When: 4:00 PM EST / 8:00 AM JST (August 10)
Just as the Hiroshima Peace Day Concert opened hearts around the world through music, we now open this gathering through prayer. Before we hear the voices of artists and peacebuilders, let us first join our voices together in the Nuclear Prayer—spoken in many languages, yet offered with one hope: that humanity will choose life.
As we conclude our Nuclear Prayer Days observance, we begin and end with the Nuclear Prayer—a prayer that invites us to remember, to reflect, and ultimately to act so that humanity will never again experience the horror of nuclear war.
It is therefore especially fitting that we rebroadcast the Hiroshima Peace Day Concert, originally presented on September 21, 2024, the United Nations International Day of Peace. Broadcast worldwide from Hiroshima through UETV (UNITY EARTH Television), this remarkable event was far more than a concert. It was a global peace ceremony that united music, remembrance, spirituality, and hope in one shared experience.

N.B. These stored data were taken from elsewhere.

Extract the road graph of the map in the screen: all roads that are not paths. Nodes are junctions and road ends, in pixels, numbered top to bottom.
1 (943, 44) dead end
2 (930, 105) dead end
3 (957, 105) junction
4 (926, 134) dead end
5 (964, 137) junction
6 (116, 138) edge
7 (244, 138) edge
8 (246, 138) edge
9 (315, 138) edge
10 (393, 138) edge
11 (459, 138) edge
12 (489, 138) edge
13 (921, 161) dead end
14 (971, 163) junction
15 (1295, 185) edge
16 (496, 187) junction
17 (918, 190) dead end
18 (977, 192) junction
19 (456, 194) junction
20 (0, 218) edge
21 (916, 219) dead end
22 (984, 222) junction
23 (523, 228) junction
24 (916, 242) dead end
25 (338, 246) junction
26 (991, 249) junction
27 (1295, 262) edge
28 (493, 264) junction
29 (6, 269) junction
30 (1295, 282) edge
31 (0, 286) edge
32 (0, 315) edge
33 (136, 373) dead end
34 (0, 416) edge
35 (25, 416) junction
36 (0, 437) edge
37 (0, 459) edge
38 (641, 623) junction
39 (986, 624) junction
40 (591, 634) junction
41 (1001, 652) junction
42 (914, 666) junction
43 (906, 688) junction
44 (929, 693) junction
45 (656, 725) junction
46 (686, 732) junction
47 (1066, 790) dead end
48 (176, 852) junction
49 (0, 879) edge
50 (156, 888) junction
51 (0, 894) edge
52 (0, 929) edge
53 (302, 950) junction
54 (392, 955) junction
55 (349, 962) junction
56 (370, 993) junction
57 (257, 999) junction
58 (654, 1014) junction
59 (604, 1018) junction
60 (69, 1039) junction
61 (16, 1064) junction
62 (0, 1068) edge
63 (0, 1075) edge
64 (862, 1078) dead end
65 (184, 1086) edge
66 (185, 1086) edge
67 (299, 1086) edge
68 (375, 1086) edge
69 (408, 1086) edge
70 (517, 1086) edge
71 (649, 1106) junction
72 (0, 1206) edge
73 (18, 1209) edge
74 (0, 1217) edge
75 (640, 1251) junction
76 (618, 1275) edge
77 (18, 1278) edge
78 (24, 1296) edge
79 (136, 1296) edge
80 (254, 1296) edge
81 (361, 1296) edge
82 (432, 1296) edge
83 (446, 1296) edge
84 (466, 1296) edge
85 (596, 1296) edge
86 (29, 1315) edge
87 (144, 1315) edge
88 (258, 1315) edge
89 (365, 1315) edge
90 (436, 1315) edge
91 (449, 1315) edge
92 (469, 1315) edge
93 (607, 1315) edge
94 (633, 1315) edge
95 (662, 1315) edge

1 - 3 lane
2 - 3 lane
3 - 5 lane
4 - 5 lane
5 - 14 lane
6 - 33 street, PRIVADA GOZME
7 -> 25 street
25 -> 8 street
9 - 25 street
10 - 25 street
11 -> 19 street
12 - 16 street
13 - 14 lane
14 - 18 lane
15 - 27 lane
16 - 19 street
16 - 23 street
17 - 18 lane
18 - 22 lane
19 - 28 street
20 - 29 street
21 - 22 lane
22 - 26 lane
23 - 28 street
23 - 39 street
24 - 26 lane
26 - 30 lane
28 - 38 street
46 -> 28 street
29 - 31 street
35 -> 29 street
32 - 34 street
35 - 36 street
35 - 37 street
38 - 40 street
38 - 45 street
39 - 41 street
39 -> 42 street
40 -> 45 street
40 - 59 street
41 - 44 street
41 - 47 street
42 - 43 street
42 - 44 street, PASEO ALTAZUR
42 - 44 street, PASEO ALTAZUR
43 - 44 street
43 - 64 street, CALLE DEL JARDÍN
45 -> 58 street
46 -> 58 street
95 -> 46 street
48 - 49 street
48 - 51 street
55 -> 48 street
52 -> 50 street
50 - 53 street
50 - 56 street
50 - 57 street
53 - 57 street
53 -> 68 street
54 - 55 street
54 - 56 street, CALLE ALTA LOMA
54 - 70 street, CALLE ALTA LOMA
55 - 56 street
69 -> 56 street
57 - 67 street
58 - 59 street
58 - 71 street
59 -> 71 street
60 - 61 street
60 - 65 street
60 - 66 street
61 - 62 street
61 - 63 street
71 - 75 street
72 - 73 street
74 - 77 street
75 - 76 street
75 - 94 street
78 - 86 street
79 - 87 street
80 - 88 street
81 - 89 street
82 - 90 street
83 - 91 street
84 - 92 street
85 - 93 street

Conceived as the culminating event of a week-long peace pilgrimage and gathering in Japan, the concert brought together musicians, peace advocates, interfaith leaders, artists, and participants from many nations. Throughout the evening, music was interwoven with reflections on humanity's shared responsibility to choose peace over violence, dialogue over division, and reconciliation over conflict. Hiroshima served not merely as the venue, but as the moral and spiritual center of the broadcast—a city that forever reminds the world of both the unimaginable devastation of nuclear war and the extraordinary resilience of the human spirit.
The organizers described the concert as a symbolic "bell for peace heard ringing around the world." From the city that became synonymous with the destructive power of nuclear weapons arose instead a global call for healing, compassion, and a future free from the threat of nuclear annihilation. Through music, prayer, storytelling, and shared silence, viewers across continents became participants in a single worldwide act of remembrance and hope.
The themes of the concert resonate profoundly with the purpose of Voices for a World Free of Nuclear Weapons. Like our own Nuclear Prayer Days, the Hiroshima Peace Day Concert reminds us that remembering is not enough. Memory must become moral responsibility. Reflection must become action. Commemoration must become commitment.
Today, the dangers posed by nuclear weapons have not disappeared. Thousands of nuclear warheads remain deployed throughout the world, while geopolitical tensions continue to remind us that peace can never be taken for granted. As the number of Hibakusha—the survivors who have borne personal witness to the bombings—continues to diminish, the responsibility for carrying their message increasingly rests with us.
For this reason, rebroadcasting this extraordinary event is more than an opportunity to enjoy beautiful music or inspiring words. It is an act of remembrance. It is an affirmation that Hiroshima's story belongs not only to Japan, but to all humanity. It is a renewal of our collective promise that the suffering endured in Hiroshima and Nagasaki will never be forgotten and, more importantly, never repeated.
As this year's Nuclear Prayer Days draw to a close, we invite you to receive this concert in the spirit in which it was first offered—as a global gathering of conscience. May its music deepen our compassion. May its voices strengthen our resolve. May its prayers inspire our actions. And may each of us leave this gathering recommitted to building a world in which nuclear weapons have no place and peace becomes not merely our hope, but our shared human responsibility.
May the bell that rang from Hiroshima continue to echo in every nation until the day when all nuclear weapons have been abolished and every generation can live without the shadow of nuclear war.